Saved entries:
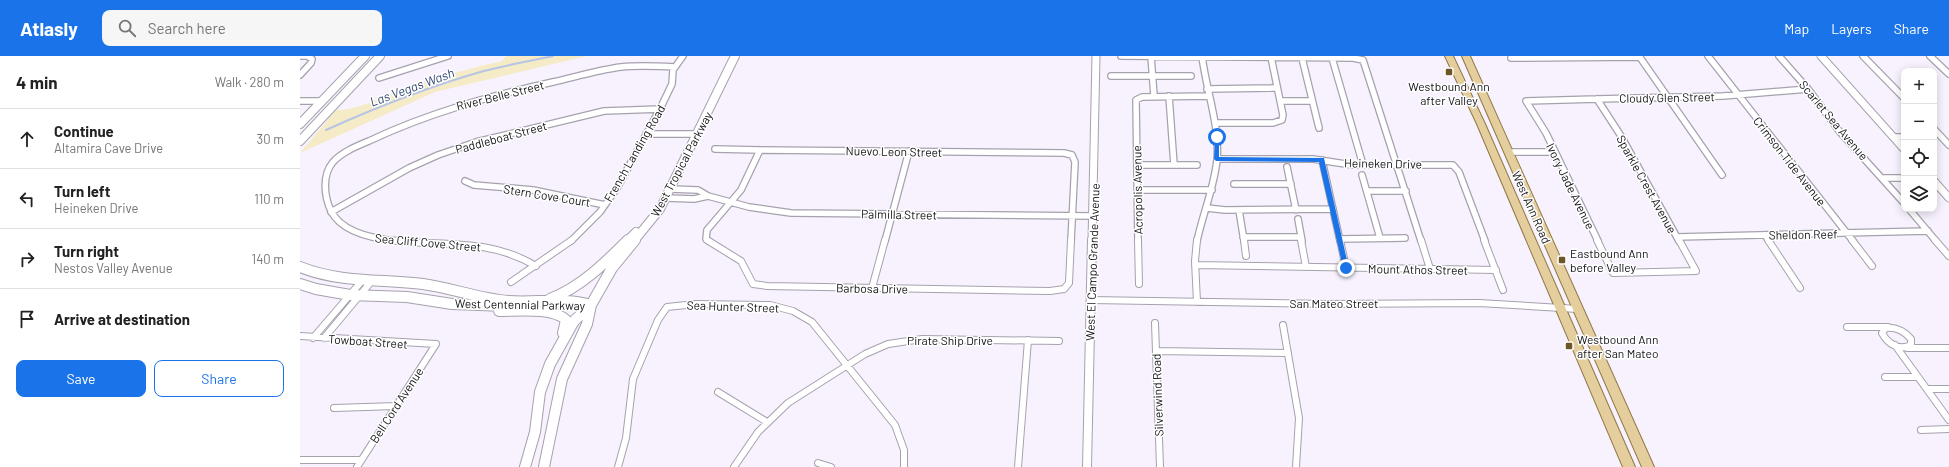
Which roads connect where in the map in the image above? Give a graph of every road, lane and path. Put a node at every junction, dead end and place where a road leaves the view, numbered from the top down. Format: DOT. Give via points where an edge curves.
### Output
graph roads {
  1 [pos="300,56"];
  2 [pos="365,56"];
  3 [pos="380,56"];
  4 [pos="425,56"];
  5 [pos="448,56"];
  6 [pos="683,56"];
  7 [pos="735,56"];
  8 [pos="1096,56"];
  9 [pos="1121,56"];
  10 [pos="1150,56"];
  11 [pos="1202,56"];
  12 [pos="1449,56"];
  13 [pos="1466,56"];
  14 [pos="1640,56"];
  15 [pos="1708,56"];
  16 [pos="1779,56"];
  17 [pos="1821,56"];
  18 [pos="1863,56"];
  19 [pos="1930,56"];
  20 [pos="1271,57"];
  21 [pos="1302,58"];
  22 [pos="1332,58"];
  23 [pos="1511,58"];
  24 [pos="425,63"];
  25 [pos="675,67"];
  26 [pos="1949,74"];
  27 [pos="300,75"];
  28 [pos="1111,76"];
  29 [pos="1152,76"];
  30 [pos="1191,76"];
  31 [pos="379,78"];
  32 [pos="1278,88"];
  33 [pos="1207,89"];
  34 [pos="1808,89"];
  35 [pos="1737,94"];
  36 [pos="1901,95"];
  37 [pos="1154,96"];
  38 [pos="1169,96"];
  39 [pos="1209,96"];
  40 [pos="1596,98"];
  41 [pos="1669,98"];
  42 [pos="300,101"];
  43 [pos="322,101"];
  44 [pos="1280,101"];
  45 [pos="1312,101"];
  46 [pos="1526,101"];
  47 [pos="660,109"];
  48 [pos="1215,123"];
  49 [pos="300,124"];
  50 [pos="1481,124"];
  51 [pos="1319,128"];
  52 [pos="1937,132"];
  53 [pos="646,134"];
  54 [pos="698,134"];
  55 [pos="1901,136"];
  56 [pos="1940,136"];
  57 [pos="1893,137"];
  58 [pos="300,141"];
  59 [pos="1949,145"];
  60 [pos="1901,146"];
  61 [pos="715,149"];
  62 [pos="760,149"];
  63 [pos="909,151"];
  64 [pos="1508,152"];
  65 [pos="1554,152"];
  66 [pos="1216,159"];
  67 [pos="1322,160"];
  68 [pos="1137,165"];
  69 [pos="1174,165"];
  70 [pos="1197,165"];
  71 [pos="1362,165"];
  72 [pos="1397,165"];
  73 [pos="1287,167"];
  74 [pos="1362,175"];
  75 [pos="1722,175"];
  76 [pos="1502,176"];
  77 [pos="1884,178"];
  78 [pos="1901,178"];
  79 [pos="465,180"];
  80 [pos="1234,184"];
  81 [pos="1291,184"];
  82 [pos="1937,185"];
  83 [pos="670,189"];
  84 [pos="694,190"];
  85 [pos="1138,190"];
  86 [pos="1212,190"];
  87 [pos="1367,191"];
  88 [pos="1406,191"];
  89 [pos="708,196"];
  90 [pos="666,198"];
  91 [pos="1949,198"];
  92 [pos="688,199"];
  93 [pos="1901,199"];
  94 [pos="732,201"];
  95 [pos="605,205"];
  96 [pos="1207,208"];
  97 [pos="660,209"];
  98 [pos="1333,209"];
  99 [pos="1239,210"];
  100 [pos="1296,210"];
  101 [pos="331,212"];
  102 [pos="1912,212"];
  103 [pos="892,214"];
  104 [pos="1072,216"];
  105 [pos="1093,216"];
  106 [pos="1298,219"];
  107 [pos="1928,231"];
  108 [pos="1847,233"];
  109 [pos="1765,235"];
  110 [pos="1301,236"];
  111 [pos="1244,237"];
  112 [pos="1677,237"];
  113 [pos="1380,238"];
  114 [pos="1405,238"];
  115 [pos="1340,239"];
  116 [pos="1246,256"];
  117 [pos="1949,256"];
  118 [pos="1195,265"];
  119 [pos="536,266"];
  120 [pos="1872,266"];
  121 [pos="300,267"];
  122 [pos="1306,267"];
  123 [pos="1346,268"];
  124 [pos="1430,269"];
  125 [pos="1496,270"];
  126 [pos="1696,270"];
  127 [pos="366,282"];
  128 [pos="511,282"];
  129 [pos="300,284"];
  130 [pos="1139,284"];
  131 [pos="872,288"];
  132 [pos="1800,288"];
  133 [pos="1503,290"];
  134 [pos="355,295"];
  135 [pos="1091,300"];
  136 [pos="541,301"];
  137 [pos="1197,302"];
  138 [pos="452,304"];
  139 [pos="591,305"];
  140 [pos="1561,308"];
  141 [pos="1578,310"];
  142 [pos="1155,323"];
  143 [pos="1283,325"];
  144 [pos="1847,327"];
  145 [pos="1890,328"];
  146 [pos="300,336"];
  147 [pos="313,338"];
  148 [pos="324,338"];
  149 [pos="1028,340"];
  150 [pos="1059,341"];
  151 [pos="436,344"];
  152 [pos="1895,345"];
  153 [pos="1905,348"];
  154 [pos="1949,348"];
  155 [pos="1156,351"];
  156 [pos="1288,354"];
  157 [pos="550,364"];
  158 [pos="848,365"];
  159 [pos="1917,376"];
  160 [pos="1885,377"];
  161 [pos="1926,389"];
  162 [pos="1949,389"];
  163 [pos="718,392"];
  164 [pos="396,406"];
  165 [pos="334,408"];
  166 [pos="1949,420"];
  167 [pos="767,422"];
  168 [pos="1949,429"];
  169 [pos="1921,430"];
  170 [pos="300,460"];
  171 [pos="818,463"];
  172 [pos="359,464"];
  173 [pos="525,467"];
  174 [pos="544,467"];
  175 [pos="618,467"];
  176 [pos="734,467"];
  177 [pos="831,467"];
  178 [pos="904,467"];
  179 [pos="1018,467"];
  180 [pos="1087,467"];
  181 [pos="1160,467"];
  182 [pos="1296,467"];
  183 [pos="1629,467"];
  184 [pos="1648,467"];
  1 -- 27 [label="street" via="312,59"];
  2 -- 43 [label="main road"];
  3 -- 58 [label="main road"];
  4 -- 24 [label="street"];
  5 -- 24 [label="street"];
  6 -- 25 [label="street, French Landing Road"];
  7 -- 54 [label="main road, West Tropical Parkway"];
  8 -- 105 [label="street, West El Campo Grande Avenue"];
  9 -- 10 [label="street"];
  10 -- 11 [label="street"];
  10 -- 29 [label="street"];
  11 -- 20 [label="street"];
  11 -- 33 [label="street"];
  12 -- 50 [label="main road, West Ann Road"];
  13 -- 64 [label="main road, West Ann Road"];
  14 -- 23 [label="street"];
  14 -- 41 [label="street"];
  15 -- 35 [label="street, Crimson Tide Avenue"];
  16 -- 34 [label="street, Scarlet Sea Avenue"];
  17 -- 57 [label="street"];
  18 -- 36 [label="street"];
  19 -- 26 [label="street"];
  20 -- 21 [label="street"];
  20 -- 32 [label="street"];
  21 -- 22 [label="street"];
  21 -- 45 [label="street"];
  22 -- 71 [label="street"];
  22 -- 72 [label="street" via="1359,58 1365,62"];
  24 -- 31 [label="street"];
  25 -- 47 [label="street, French Landing Road" via="672,84"];
  25 -- 101 [label="street, River Belle Street" via="621,67 492,96 416,120 372,139 334,161 325,186 325,196"];
  28 -- 29 [label="street"];
  29 -- 30 [label="street"];
  29 -- 37 [label="street"];
  32 -- 33 [label="street"];
  32 -- 44 [label="street"];
  33 -- 39 [label="street"];
  34 -- 35 [label="street, Cloudy Glen Street"];
  34 -- 77 [label="street, Scarlet Sea Avenue" via="1840,132"];
  35 -- 41 [label="street, Cloudy Glen Street"];
  35 -- 108 [label="street, Crimson Tide Avenue"];
  37 -- 38 [label="street"];
  37 -- 68 [label="street, Acropolis Avenue" via="1139,97 1135,104"];
  38 -- 39 [label="street"];
  38 -- 69 [label="street"];
  39 -- 48 [label="street"];
  40 -- 41 [label="street, Cloudy Glen Street"];
  40 -- 46 [label="street, Cloudy Glen Street"];
  40 -- 112 [label="street, Sparkle Crest Avenue" via="1621,136"];
  41 -- 75 [label="street"];
  42 -- 43 [label="street"];
  43 -- 49 [label="main road"];
  44 -- 45 [label="street"];
  44 -- 48 [label="street" via="1282,120 1273,123"];
  45 -- 51 [label="street"];
  46 -- 65 [label="street, Ivory Jade Avenue" via="1546,133"];
  47 -- 53 [label="street, French Landing Road"];
  47 -- 101 [label="street, Paddleboat Street" via="604,111 476,142 409,168"];
  48 -- 66 [label="street"];
  50 -- 64 [label="main road" via="1488,126 1500,149"];
  50 -- 76 [label="main road, West Ann Road"];
  52 -- 56 [label="street"];
  53 -- 54 [label="street"];
  53 -- 95 [label="street, French Landing Road"];
  54 -- 83 [label="main road, West Tropical Parkway"];
  55 -- 57 [label="street"];
  56 -- 59 [label="street"];
  57 -- 60 [label="street"];
  61 -- 62 [label="street, Nuevo Leon Street"];
  62 -- 63 [label="street, Nuevo Leon Street"];
  62 -- 94 [label="street" via="744,186"];
  63 -- 103 [label="street"];
  63 -- 104 [label="street, Nuevo Leon Street" via="1072,155 1075,162"];
  64 -- 65 [label="street"];
  64 -- 76 [label="main road"];
  64 -- 141 [label="main road, West Ann Road"];
  65 -- 126 [label="street, Ivory Jade Avenue" via="1613,273"];
  66 -- 67 [label="street, Heineken Drive"];
  66 -- 86 [label="street"];
  67 -- 71 [label="street, Heineken Drive"];
  67 -- 98 [label="street"];
  68 -- 69 [label="street"];
  68 -- 85 [label="street, Acropolis Avenue"];
  69 -- 70 [label="street"];
  71 -- 72 [label="street, Heineken Drive"];
  72 -- 88 [label="street"];
  72 -- 125 [label="street, Heineken Drive" via="1453,165"];
  73 -- 81 [label="street"];
  74 -- 87 [label="street"];
  76 -- 140 [label="main road, West Ann Road"];
  77 -- 78 [label="street"];
  77 -- 93 [label="street, Scarlet Sea Avenue"];
  79 -- 95 [label="street, Stern Cove Court" via="474,185 533,190"];
  80 -- 81 [label="street"];
  81 -- 100 [label="street"];
  82 -- 91 [label="street"];
  83 -- 84 [label="street, Palmilla Street"];
  83 -- 90 [label="main road, West Tropical Parkway"];
  84 -- 89 [label="street, Palmilla Street"];
  84 -- 92 [label="street"];
  85 -- 86 [label="street"];
  85 -- 130 [label="street, Acropolis Avenue"];
  86 -- 96 [label="street"];
  87 -- 88 [label="street"];
  87 -- 113 [label="street"];
  88 -- 124 [label="street"];
  89 -- 92 [label="street, Palmilla Street"];
  89 -- 94 [label="street, Palmilla Street"];
  90 -- 92 [label="street, Palmilla Street"];
  90 -- 97 [label="main road, West Tropical Parkway"];
  94 -- 103 [label="street, Palmilla Street" via="777,212"];
  94 -- 131 [label="street, Barbosa Drive" via="706,230 706,238 741,261 753,284"];
  95 -- 119 [label="street, French Landing Road" via="581,233"];
  96 -- 99 [label="street"];
  96 -- 118 [label="street" via="1197,242"];
  97 -- 136 [label="main road" via="611,256 569,290"];
  97 -- 139 [label="main road, West Tropical Parkway" via="612,268"];
  98 -- 100 [label="street"];
  98 -- 115 [label="street"];
  99 -- 100 [label="street"];
  99 -- 111 [label="street"];
  101 -- 119 [label="street, Sea Cliff Cove Street" via="351,229 368,236 386,240 452,243 490,248 515,254"];
  102 -- 107 [label="street"];
  103 -- 104 [label="street, Palmilla Street"];
  103 -- 131 [label="street"];
  104 -- 105 [label="street, Palmilla Street"];
  104 -- 131 [label="street, Barbosa Drive" via="1070,276 1068,286 1059,291"];
  105 -- 135 [label="street, West El Campo Grande Avenue"];
  106 -- 110 [label="street"];
  107 -- 108 [label="street, Sheldon Reef"];
  107 -- 117 [label="street"];
  108 -- 109 [label="street, Sheldon Reef"];
  108 -- 120 [label="street, Crimson Tide Avenue"];
  109 -- 112 [label="street, Sheldon Reef"];
  109 -- 132 [label="street"];
  110 -- 111 [label="street"];
  110 -- 122 [label="street"];
  111 -- 116 [label="street"];
  112 -- 126 [label="street, Sparkle Crest Avenue"];
  113 -- 114 [label="street"];
  113 -- 115 [label="street"];
  115 -- 123 [label="street"];
  118 -- 122 [label="street, Mount Athos Street"];
  118 -- 137 [label="street"];
  119 -- 128 [label="street, French Landing Road"];
  121 -- 127 [label="main road, West Centennial Parkway" via="329,277"];
  122 -- 123 [label="street, Mount Athos Street"];
  123 -- 124 [label="street, Mount Athos Street"];
  124 -- 125 [label="street, Mount Athos Street"];
  125 -- 133 [label="street"];
  127 -- 134 [label="street"];
  127 -- 134 [label="street"];
  127 -- 136 [label="main road, West Centennial Parkway" via="423,284 498,300"];
  129 -- 134 [label="main road, West Centennial Parkway"];
  134 -- 138 [label="main road, West Centennial Parkway" via="412,297"];
  134 -- 147 [label="street"];
  134 -- 148 [label="street"];
  135 -- 137 [label="street, San Mateo Street"];
  135 -- 180 [label="street, West El Campo Grande Avenue"];
  136 -- 139 [label="main road, West Centennial Parkway" via="582,302"];
  137 -- 140 [label="street, San Mateo Street" via="1479,303"];
  138 -- 139 [label="main road, West Centennial Parkway"];
  138 -- 157 [label="main road" via="473,310 548,312 562,316 566,320 566,325"];
  139 -- 157 [label="main road, West Tropical Parkway" via="574,321"];
  139 -- 174 [label="main road, West Tropical Parkway" via="591,318 561,380 551,445"];
  140 -- 141 [label="street, San Mateo Street"];
  140 -- 183 [label="main road, West Ann Road"];
  141 -- 184 [label="main road, West Ann Road"];
  142 -- 155 [label="street, Silverwind Road"];
  143 -- 156 [label="street"];
  144 -- 145 [label="street"];
  145 -- 152 [label="street" via="1883,330 1882,333 1886,340"];
  145 -- 153 [label="street" via="1899,330 1911,339 1911,345"];
  146 -- 147 [label="street, Towboat Street"];
  147 -- 148 [label="street, Towboat Street"];
  148 -- 151 [label="street, Towboat Street"];
  149 -- 150 [label="street, Pirate Ship Drive"];
  149 -- 158 [label="street, Pirate Ship Drive" via="898,341 876,348"];
  149 -- 179 [label="street"];
  151 -- 164 [label="street, Bell Cord Avenue"];
  152 -- 153 [label="street"];
  152 -- 159 [label="street"];
  153 -- 154 [label="street"];
  155 -- 156 [label="street"];
  155 -- 181 [label="street, Silverwind Road"];
  156 -- 182 [label="street" via="1299,418"];
  157 -- 173 [label="main road, West Tropical Parkway" via="540,392 535,432"];
  158 -- 167 [label="street, Pirate Ship Drive" via="800,394"];
  158 -- 175 [label="street, Sea Hunter Street" via="812,322 793,311 776,306 752,305 682,304 668,307 658,320 633,379 626,438"];
  158 -- 178 [label="street, Sea Hunter Street" via="895,425 904,450"];
  159 -- 160 [label="street"];
  159 -- 161 [label="street"];
  161 -- 162 [label="street"];
  161 -- 166 [label="street"];
  163 -- 167 [label="street"];
  164 -- 165 [label="street"];
  164 -- 172 [label="street, Bell Cord Avenue"];
  167 -- 176 [label="street, Pirate Ship Drive" via="749,443"];
  168 -- 169 [label="street"];
  170 -- 172 [label="street"];
  171 -- 177 [label="street"];
}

TASK INSTRUCTIONS:
From the records given above, copy all lines containing "Mount".

EXERCISE SOLUTION:
  118 -- 122 [label="street, Mount Athos Street"];
  122 -- 123 [label="street, Mount Athos Street"];
  123 -- 124 [label="street, Mount Athos Street"];
  124 -- 125 [label="street, Mount Athos Street"];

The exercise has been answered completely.